(Collected data)
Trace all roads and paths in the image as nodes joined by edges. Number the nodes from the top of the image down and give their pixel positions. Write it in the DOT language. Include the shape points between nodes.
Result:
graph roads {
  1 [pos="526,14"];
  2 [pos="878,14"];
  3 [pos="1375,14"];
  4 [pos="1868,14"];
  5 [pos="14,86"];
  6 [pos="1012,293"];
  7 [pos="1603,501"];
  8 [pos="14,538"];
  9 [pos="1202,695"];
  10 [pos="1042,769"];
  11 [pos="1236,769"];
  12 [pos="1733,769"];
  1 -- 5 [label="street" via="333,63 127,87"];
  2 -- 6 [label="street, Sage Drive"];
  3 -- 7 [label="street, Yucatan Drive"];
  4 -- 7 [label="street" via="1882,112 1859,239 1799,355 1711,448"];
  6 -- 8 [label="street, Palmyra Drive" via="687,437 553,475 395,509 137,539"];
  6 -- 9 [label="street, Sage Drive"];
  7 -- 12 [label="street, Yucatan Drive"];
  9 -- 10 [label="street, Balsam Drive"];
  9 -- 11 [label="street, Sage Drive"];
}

> PROBLEM TO SOLVE
Return all the data exactly as given.

> EXERCISE SOLUTION
Trace all roads and paths in the image as nodes joined by edges. Number the nodes from the top of the image down and give their pixel positions. Write it in the DOT language. Include the shape points between nodes.
Result:
graph roads {
  1 [pos="526,14"];
  2 [pos="878,14"];
  3 [pos="1375,14"];
  4 [pos="1868,14"];
  5 [pos="14,86"];
  6 [pos="1012,293"];
  7 [pos="1603,501"];
  8 [pos="14,538"];
  9 [pos="1202,695"];
  10 [pos="1042,769"];
  11 [pos="1236,769"];
  12 [pos="1733,769"];
  1 -- 5 [label="street" via="333,63 127,87"];
  2 -- 6 [label="street, Sage Drive"];
  3 -- 7 [label="street, Yucatan Drive"];
  4 -- 7 [label="street" via="1882,112 1859,239 1799,355 1711,448"];
  6 -- 8 [label="street, Palmyra Drive" via="687,437 553,475 395,509 137,539"];
  6 -- 9 [label="street, Sage Drive"];
  7 -- 12 [label="street, Yucatan Drive"];
  9 -- 10 [label="street, Balsam Drive"];
  9 -- 11 [label="street, Sage Drive"];
}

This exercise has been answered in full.